**DESCRIPTION OF THE TASK**
Every line in the records below with the string "main" needs to be copied out.
*** Opening RECORDS PROVIDED ***
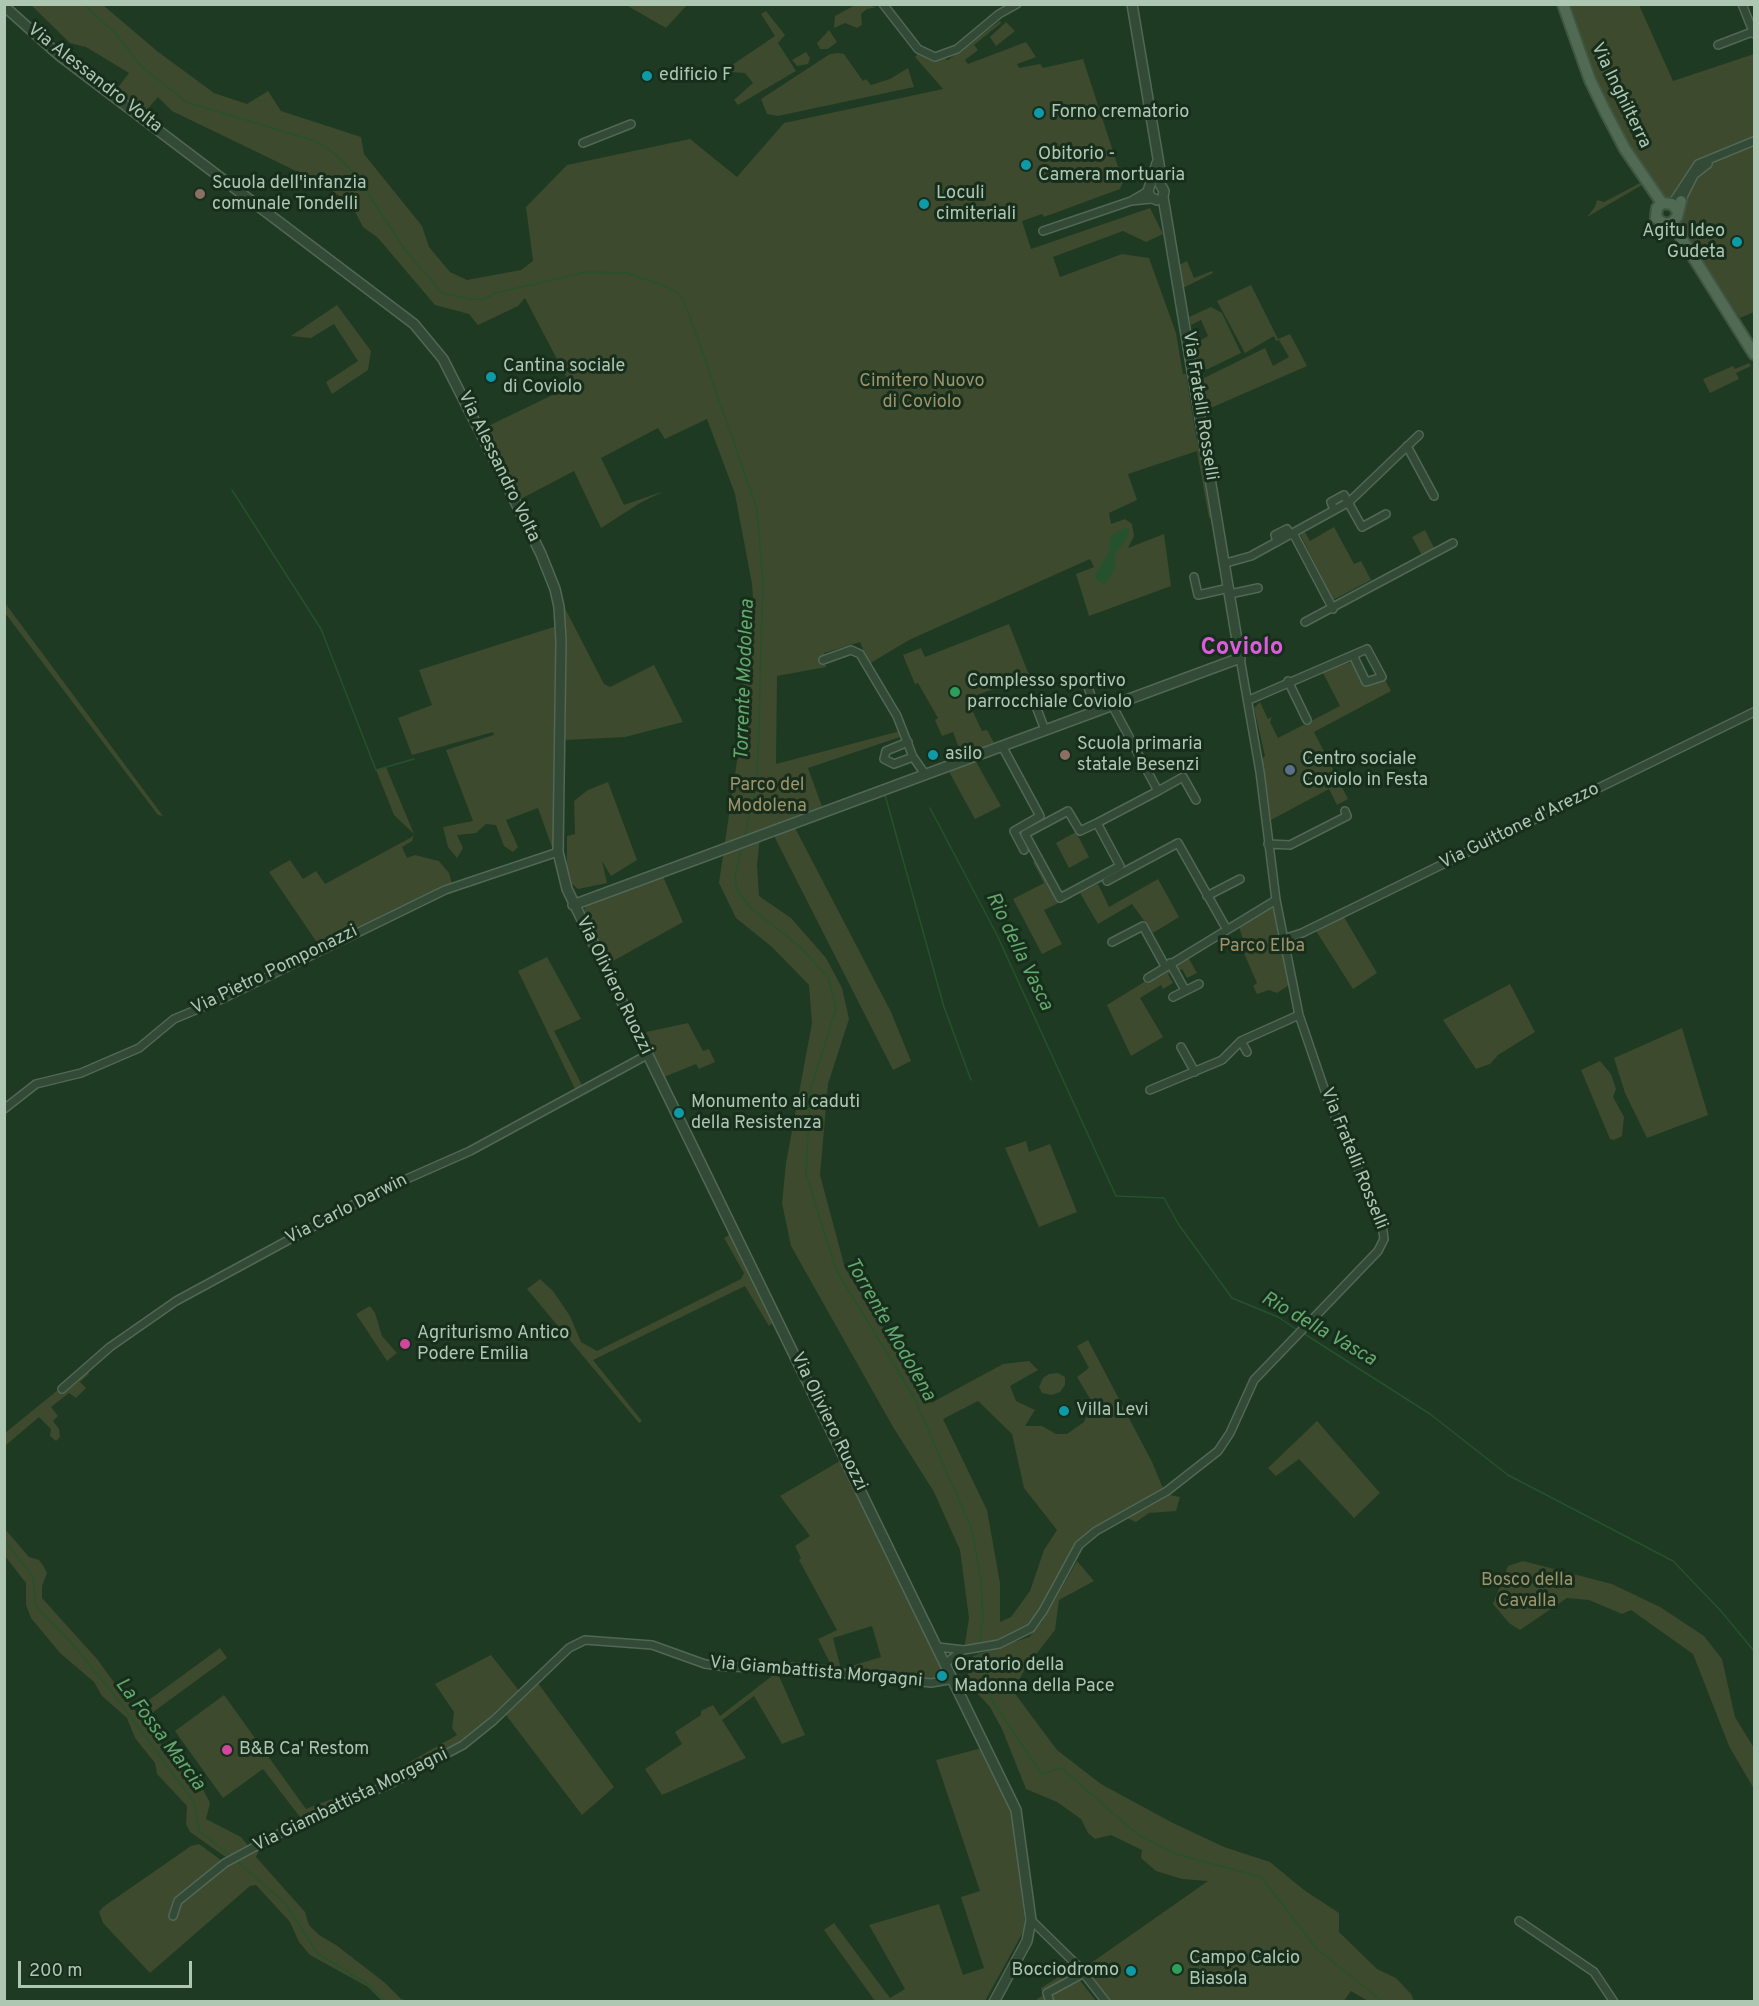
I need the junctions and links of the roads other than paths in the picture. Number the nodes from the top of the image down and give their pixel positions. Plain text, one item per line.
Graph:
1 (883, 4) edge
2 (1017, 4) edge
3 (1132, 4) edge
4 (1563, 4) edge
5 (1742, 4) edge
6 (4, 6) edge
7 (1753, 33) edge
8 (1718, 45) dead end
9 (631, 124) dead end
10 (1755, 141) edge
11 (584, 143) dead end
12 (1155, 193) junction
13 (1670, 210) junction
14 (1044, 231) dead end
15 (1755, 354) edge
16 (1419, 435) dead end
17 (1407, 446) junction
18 (1434, 496) dead end
19 (1349, 502) junction
20 (1386, 514) dead end
21 (1292, 534) junction
22 (1453, 543) dead end
23 (1226, 563) junction
24 (1194, 577) dead end
25 (1258, 588) dead end
26 (1230, 591) junction
27 (1332, 609) junction
28 (1305, 622) dead end
29 (1353, 655) junction
30 (1240, 658) junction
31 (823, 660) dead end
32 (1085, 678) dead end
33 (1288, 681) junction
34 (1249, 700) junction
35 (1112, 705) junction
36 (1037, 708) dead end
37 (1096, 711) junction
38 (1755, 712) edge
39 (1307, 720) dead end
40 (1045, 730) junction
41 (908, 742) junction
42 (1002, 746) junction
43 (913, 757) junction
44 (925, 774) junction
45 (1158, 791) junction
46 (1196, 800) dead end
47 (1345, 812) dead end
48 (1097, 823) junction
49 (1268, 844) junction
50 (1024, 850) dead end
51 (558, 852) junction
52 (1240, 879) dead end
53 (1107, 881) dead end
54 (1207, 896) junction
55 (1276, 900) junction
56 (573, 905) junction
57 (1226, 928) junction
58 (1283, 939) junction
59 (1112, 942) dead end
60 (1167, 965) junction
61 (1148, 978) dead end
62 (1198, 984) dead end
63 (1185, 990) junction
64 (1173, 997) dead end
65 (1299, 1015) junction
66 (1241, 1041) junction
67 (1181, 1047) dead end
68 (1246, 1052) dead end
69 (647, 1055) junction
70 (1195, 1072) junction
71 (1150, 1090) dead end
72 (4, 1109) edge
73 (62, 1389) dead end
74 (938, 1647) junction
75 (964, 1650) junction
76 (946, 1663) junction
77 (954, 1679) junction
78 (173, 1916) dead end
79 (1031, 1920) junction
80 (1518, 1921) dead end
81 (1084, 1973) junction
82 (994, 2001) edge
83 (1050, 2001) edge
84 (1106, 2001) edge
85 (1614, 2001) edge

1 - 2 street
3 - 12 street
4 - 13 main road, Via Inghilterra
5 - 7 street
6 - 51 street, Via Alessandro Volta
7 - 8 street
9 - 11 street
10 - 13 street
12 - 14 street
12 - 23 street, Via Fratelli Rosselli
13 - 15 main road, Via Inghilterra
16 - 17 street
17 - 18 street
17 - 19 street
19 - 20 street
19 - 21 street
21 - 23 street
21 - 27 street
22 - 27 street
23 - 26 street, Via Fratelli Rosselli
24 - 26 street
25 - 26 street
26 - 30 street, Via Fratelli Rosselli
27 - 28 street
29 - 29 street
29 - 33 street
30 - 34 street, Via Fratelli Rosselli
30 - 35 street
31 - 41 street
32 - 37 street
33 - 34 street
33 - 39 street
34 - 49 street, Via Fratelli Rosselli
35 - 37 street
35 - 45 street
36 - 40 street
37 - 40 street
38 - 58 street, Via Guittone d'Arezzo
40 - 42 street
41 - 43 street
41 - 43 street
42 - 44 street
42 - 50 street
43 - 44 street
44 - 56 street
45 - 46 street
45 - 48 street
47 - 49 street
48 - 48 street
49 - 55 street, Via Fratelli Rosselli
51 - 56 street, Via Oliviero Ruozzi
51 - 72 street, Via Pietro Pomponazzi
52 - 54 street
53 - 54 street
54 - 57 street
55 - 57 street
55 - 58 street, Via Fratelli Rosselli
56 - 69 street, Via Oliviero Ruozzi
57 - 60 street
58 - 65 street, Via Fratelli Rosselli
59 - 60 street
60 - 61 street
60 - 63 street
62 - 63 street
63 - 64 street
65 - 66 street
65 - 75 street, Via Fratelli Rosselli
66 - 68 street
66 - 70 street
67 - 70 street
69 - 73 street, Via Carlo Darwin
69 - 74 street, Via Oliviero Ruozzi
70 - 71 street
74 - 75 street, Via Fratelli Rosselli
74 - 76 street, Via Oliviero Ruozzi
75 - 76 street, Via Fratelli Rosselli
76 - 77 street, Via Oliviero Ruozzi
77 - 78 street, Via Giambattista Morgagni
77 - 79 street, Via Oliviero Ruozzi
79 - 81 street
79 - 82 street, Via Oliviero Ruozzi
80 - 85 street
81 - 83 street
81 - 84 street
*** Closing RECORDS PROVIDED ***
**TASK SOLUTION**
4 - 13 main road, Via Inghilterra
13 - 15 main road, Via Inghilterra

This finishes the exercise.